Although fleas do not pose a direct health risk, flea bites can cause intense irritation and itching to pets and humans alike.
The most problematic aspect of a flea bite on humans is the infection which can be caused by prolonged itching when left untreated.
Flea bites have been known to cause skin complaints, and can also exacerbate respiratory illnesses and cause complications.
Risk to pets
If your pet has fleas, it will suffer from a great deal of discomfort and could also have an allergic reaction to the flea’s saliva.
Lengthy periods of infestation can cause your pet to develop anemia from the loss of blood, although this is rare. (See Fleas on pets below.)
Types of flea in the UK
The most common species of flea in the UK is the Cat flea Ctenocephalides felis. They are an extremely common pest whose primary host is domestic cats, but are known for readily biting humans and dogs too.
That’s right - just because it’s called a Cat flea, it doesn’t mean the pest won’t try and bite people too!

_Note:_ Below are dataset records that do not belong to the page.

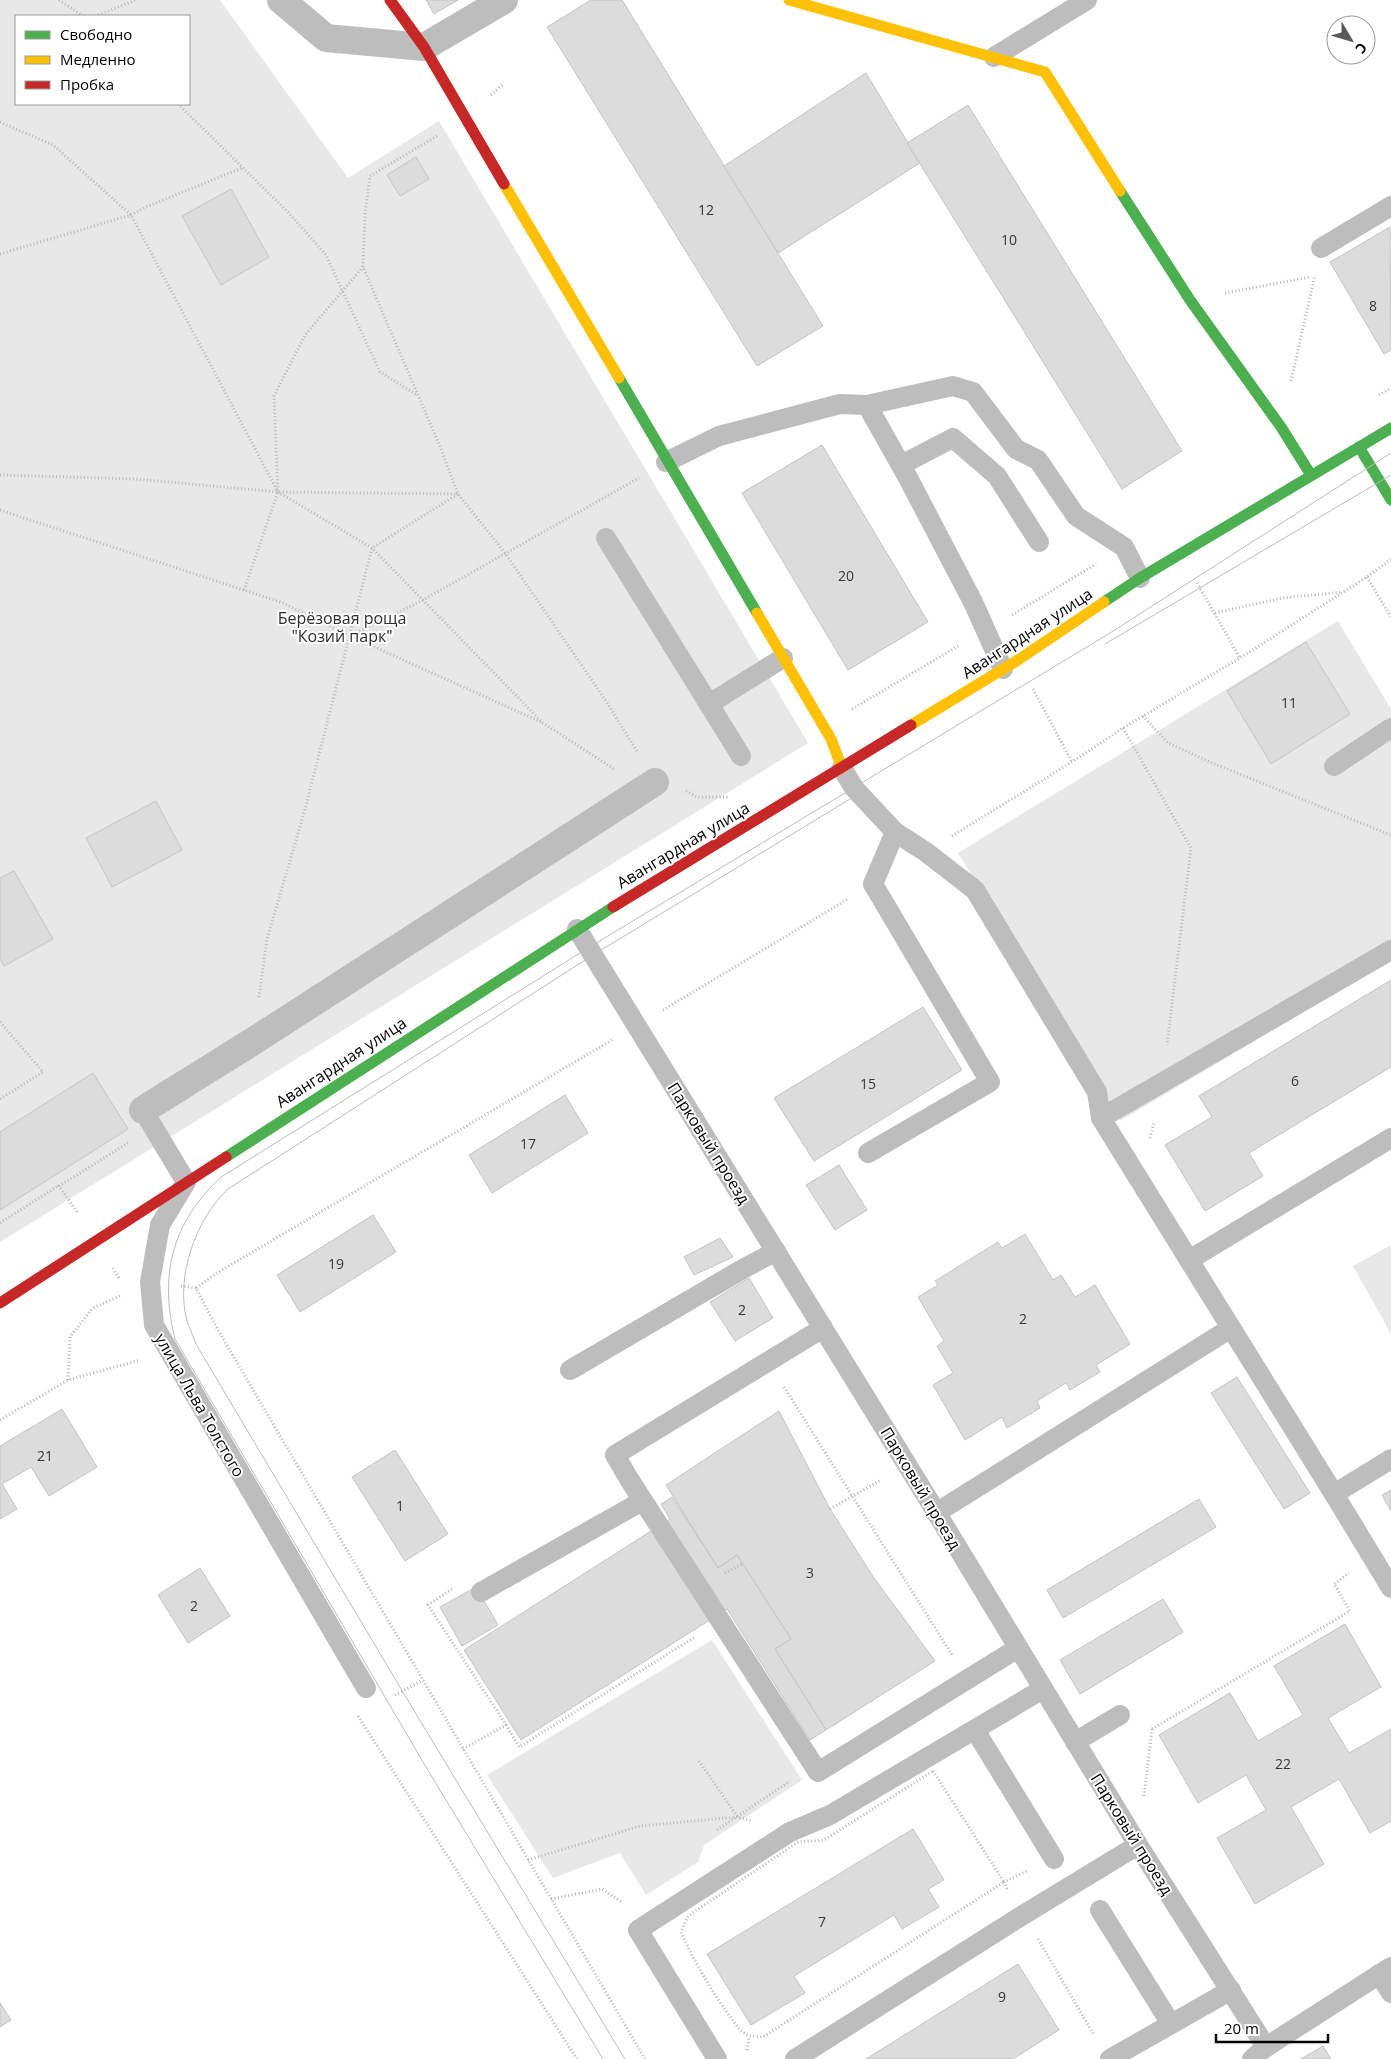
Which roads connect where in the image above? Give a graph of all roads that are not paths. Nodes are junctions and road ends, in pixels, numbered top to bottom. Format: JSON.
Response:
{"nodes":[{"id":1,"x":281,"y":0,"type":"edge"},
{"id":2,"x":390,"y":0,"type":"edge"},
{"id":3,"x":504,"y":0,"type":"edge"},
{"id":4,"x":789,"y":0,"type":"edge"},
{"id":5,"x":1087,"y":0,"type":"edge"},
{"id":6,"x":424,"y":47,"type":"junction"},
{"id":7,"x":994,"y":57,"type":"junction"},
{"id":8,"x":1391,"y":206,"type":"edge"},
{"id":9,"x":1321,"y":248,"type":"road end"},
{"id":10,"x":867,"y":405,"type":"junction"},
{"id":11,"x":1391,"y":428,"type":"edge"},
{"id":12,"x":1359,"y":447,"type":"junction"},
{"id":13,"x":666,"y":462,"type":"junction"},
{"id":14,"x":901,"y":465,"type":"junction"},
{"id":15,"x":1311,"y":475,"type":"junction"},
{"id":16,"x":1391,"y":500,"type":"edge"},
{"id":17,"x":606,"y":538,"type":"dead end"},
{"id":18,"x":1039,"y":542,"type":"dead end"},
{"id":19,"x":1140,"y":578,"type":"junction"},
{"id":20,"x":783,"y":658,"type":"junction"},
{"id":21,"x":1010,"y":664,"type":"junction"},
{"id":22,"x":709,"y":704,"type":"junction"},
{"id":23,"x":1391,"y":728,"type":"edge"},
{"id":24,"x":742,"y":756,"type":"dead end"},
{"id":25,"x":1334,"y":766,"type":"dead end"},
{"id":26,"x":842,"y":768,"type":"junction"},
{"id":27,"x":655,"y":782,"type":"road end"},
{"id":28,"x":895,"y":832,"type":"junction"},
{"id":29,"x":577,"y":929,"type":"junction"},
{"id":30,"x":1391,"y":950,"type":"edge"},
{"id":31,"x":143,"y":1110,"type":"joint"},
{"id":32,"x":1101,"y":1118,"type":"junction"},
{"id":33,"x":1391,"y":1138,"type":"edge"},
{"id":34,"x":868,"y":1154,"type":"dead end"},
{"id":35,"x":186,"y":1182,"type":"junction"},
{"id":36,"x":776,"y":1252,"type":"junction"},
{"id":37,"x":1189,"y":1260,"type":"junction"},
{"id":38,"x":0,"y":1302,"type":"edge"},
{"id":39,"x":823,"y":1328,"type":"junction"},
{"id":40,"x":1231,"y":1328,"type":"junction"},
{"id":41,"x":570,"y":1370,"type":"dead end"},
{"id":42,"x":1391,"y":1459,"type":"edge"},
{"id":43,"x":1334,"y":1494,"type":"junction"},
{"id":44,"x":637,"y":1504,"type":"dead end"},
{"id":45,"x":936,"y":1513,"type":"junction"},
{"id":46,"x":1391,"y":1588,"type":"edge"},
{"id":47,"x":481,"y":1592,"type":"road end"},
{"id":48,"x":1018,"y":1648,"type":"junction"},
{"id":49,"x":366,"y":1688,"type":"dead end"},
{"id":50,"x":1043,"y":1689,"type":"junction"},
{"id":51,"x":1120,"y":1715,"type":"dead end"},
{"id":52,"x":975,"y":1730,"type":"junction"},
{"id":53,"x":1075,"y":1742,"type":"junction"},
{"id":54,"x":1138,"y":1845,"type":"junction"},
{"id":55,"x":1054,"y":1859,"type":"dead end"},
{"id":56,"x":1100,"y":1910,"type":"dead end"},
{"id":57,"x":1385,"y":1970,"type":"edge"},
{"id":58,"x":1231,"y":1990,"type":"junction"},
{"id":59,"x":1391,"y":1993,"type":"edge"},
{"id":60,"x":1171,"y":2024,"type":"junction"},
{"id":61,"x":1259,"y":2053,"type":"edge"},
{"id":62,"x":717,"y":2059,"type":"edge"},
{"id":63,"x":795,"y":2059,"type":"edge"},
{"id":64,"x":1110,"y":2059,"type":"edge"}],
"edges":[{"from":1,"to":6,"type":"street"},
{"from":2,"to":6,"type":"street"},
{"from":3,"to":6,"type":"street"},
{"from":4,"to":7,"type":"street"},
{"from":5,"to":7,"type":"lane"},
{"from":6,"to":13,"type":"street"},
{"from":7,"to":15,"type":"street"},
{"from":8,"to":9,"type":"lane"},
{"from":10,"to":13,"type":"lane"},
{"from":10,"to":14,"type":"lane"},
{"from":10,"to":19,"type":"lane"},
{"from":11,"to":12,"type":"street","name":"Авангардная улица"},
{"from":12,"to":15,"type":"street","name":"Авангардная улица"},
{"from":12,"to":16,"type":"street"},
{"from":13,"to":20,"type":"street"},
{"from":14,"to":18,"type":"lane"},
{"from":14,"to":21,"type":"lane"},
{"from":15,"to":19,"type":"street","name":"Авангардная улица"},
{"from":17,"to":22,"type":"lane"},
{"from":19,"to":21,"type":"street","name":"Авангардная улица"},
{"from":20,"to":22,"type":"lane"},
{"from":20,"to":26,"type":"street"},
{"from":21,"to":26,"type":"street","name":"Авангардная улица"},
{"from":22,"to":24,"type":"lane"},
{"from":23,"to":25,"type":"lane"},
{"from":26,"to":28,"type":"lane"},
{"from":26,"to":29,"type":"street","name":"Авангардная улица"},
{"from":27,"to":31,"type":"street"},
{"from":28,"to":32,"type":"lane"},
{"from":28,"to":34,"type":"lane"},
{"from":29,"to":35,"type":"street","name":"Авангардная улица"},
{"from":29,"to":36,"type":"lane","name":"Парковый проезд"},
{"from":30,"to":32,"type":"lane"},
{"from":31,"to":35,"type":"lane"},
{"from":32,"to":37,"type":"lane"},
{"from":33,"to":37,"type":"lane"},
{"from":35,"to":38,"type":"street","name":"Авангардная улица"},
{"from":35,"to":49,"type":"lane","name":"улица Льва Толстого"},
{"from":36,"to":39,"type":"lane","name":"Парковый проезд"},
{"from":36,"to":41,"type":"lane"},
{"from":37,"to":40,"type":"lane"},
{"from":39,"to":45,"type":"lane","name":"Парковый проезд"},
{"from":39,"to":48,"type":"lane"},
{"from":40,"to":43,"type":"lane"},
{"from":40,"to":45,"type":"lane"},
{"from":42,"to":43,"type":"lane"},
{"from":43,"to":46,"type":"lane"},
{"from":44,"to":47,"type":"lane"},
{"from":45,"to":48,"type":"lane","name":"Парковый проезд"},
{"from":48,"to":50,"type":"lane","name":"Парковый проезд"},
{"from":50,"to":52,"type":"lane"},
{"from":50,"to":53,"type":"lane","name":"Парковый проезд"},
{"from":51,"to":53,"type":"lane"},
{"from":52,"to":55,"type":"lane"},
{"from":52,"to":62,"type":"lane"},
{"from":53,"to":54,"type":"lane","name":"Парковый проезд"},
{"from":54,"to":58,"type":"lane","name":"Парковый проезд"},
{"from":54,"to":63,"type":"lane"},
{"from":56,"to":60,"type":"lane"},
{"from":57,"to":59,"type":"lane"},
{"from":57,"to":61,"type":"lane"},
{"from":58,"to":60,"type":"lane"},
{"from":58,"to":61,"type":"lane","name":"Парковый проезд"},
{"from":60,"to":64,"type":"lane"}]}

The Dog flea Ctenocephalides canis can also use a variety of mammals as a host, but primarily targets dogs and cats.
Other types of flea to be aware of are; the Bird flea Ceratophyllus gallinae and Human flea Pulex irritans.
The Bird flea only lives for a short time but is an impressive breeder, multiplying in great numbers in habitats such as hen houses.

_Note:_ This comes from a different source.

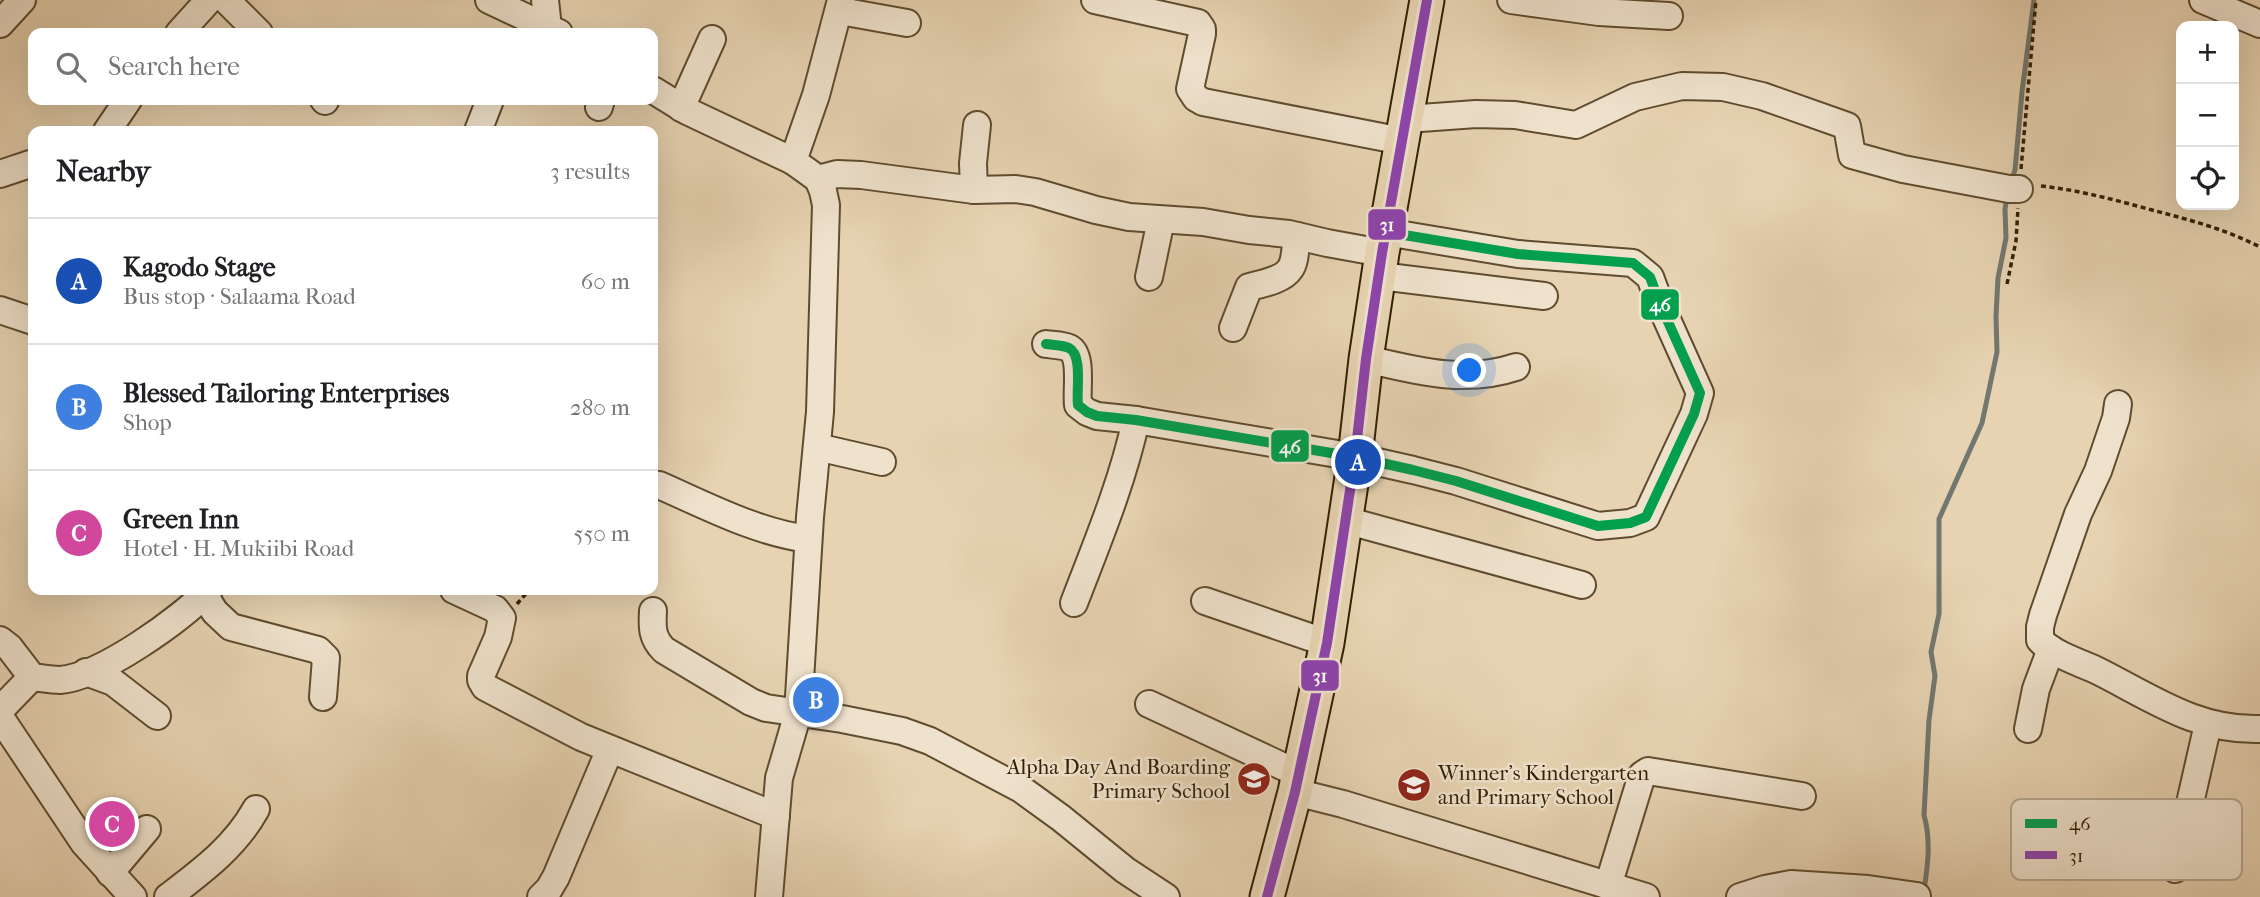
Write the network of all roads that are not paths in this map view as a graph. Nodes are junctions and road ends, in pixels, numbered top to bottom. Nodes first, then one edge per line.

Finally there are Human fleas, which are now rare in the UK. They are a known carrier of plague Yersinia pestis.
DID YOU KNOW: In World War Two, Japan tried to use fleas carrying Y. pestis as a biological weapon, dropping them in China.
Habitat: how fleas choose a home
Fleas can live on any warm-blooded animal but are often found to be living on humans, domestic animals and rodents.

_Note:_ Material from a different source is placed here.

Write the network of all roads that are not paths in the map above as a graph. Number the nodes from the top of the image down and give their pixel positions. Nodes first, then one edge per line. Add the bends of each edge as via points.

When not feeding on a host, fleas are mainly active in communal rooms, places where pets sleep and wherever there is most activity.
Fleas and their eggs can be commonly found in soft furnishings which provide plenty of insulation, such as carpets, pet bedding, clothes and upholstered furniture.
If you have an active infestation, you may see fleas jumping in your carpet and furniture.
Six tell-tale signs that fleas are about
- Pets constantly scratching, licking or biting themselves may be the first sign
- Seeing fleas or flea droppings in the coat of your pet (easily spotted in light-coloured animals by brushing back the hair, in dark coated breeds it may be better to comb the animal over a sheet of paper)
- The identity of the black specks may be confirmed by adding a few drops of water: if they turn red, your pet has fleas!
- Bites on you or other members of the household, usually around ankles and legs
- If you have been holding or stroking a pet, you may find bites on your arms
- And the most obvious sign of a flea infestation? Seeing them! When they aren’t busy leeching our AB positive, fleas can often be spotted jumping around on soft furnishings.
How do professionals get rid of fleas?
Pest technicians get plenty of call-outs to treat properties for fleas - so if you’re having issues, you’re not alone!
The standard treatment for any infested premises is the application of a residual insecticide, either as a liquid spray or powder. The insecticide is applied to all floor surfaces.
Pest management professionals may also use something called an Insect Growth Regulator (IGR).
Flea eggs and pupae are not affected by insecticides - this fact is very important to understand after your home has been treated.
This prevents proper completion of the flea life cycle, from larvae to the adult stage. It won’t kill adult fleas, so will be used alongside a conventional insecticide.
Once treatment is complete, it is critical you do not wash or vacuum your carpets for a minimum of two weeks - longer if possible.
Over the course of the treatment, eggs and pupae will continue to go through the life cycle stages, eventually emerging as adult fleas.
As the insecticide has a residual effect, it will kill the newly-formed fleas.
If you clean your carpet, you'll be in danger of eliminating the residual insecticide which will lead to a failed treatment.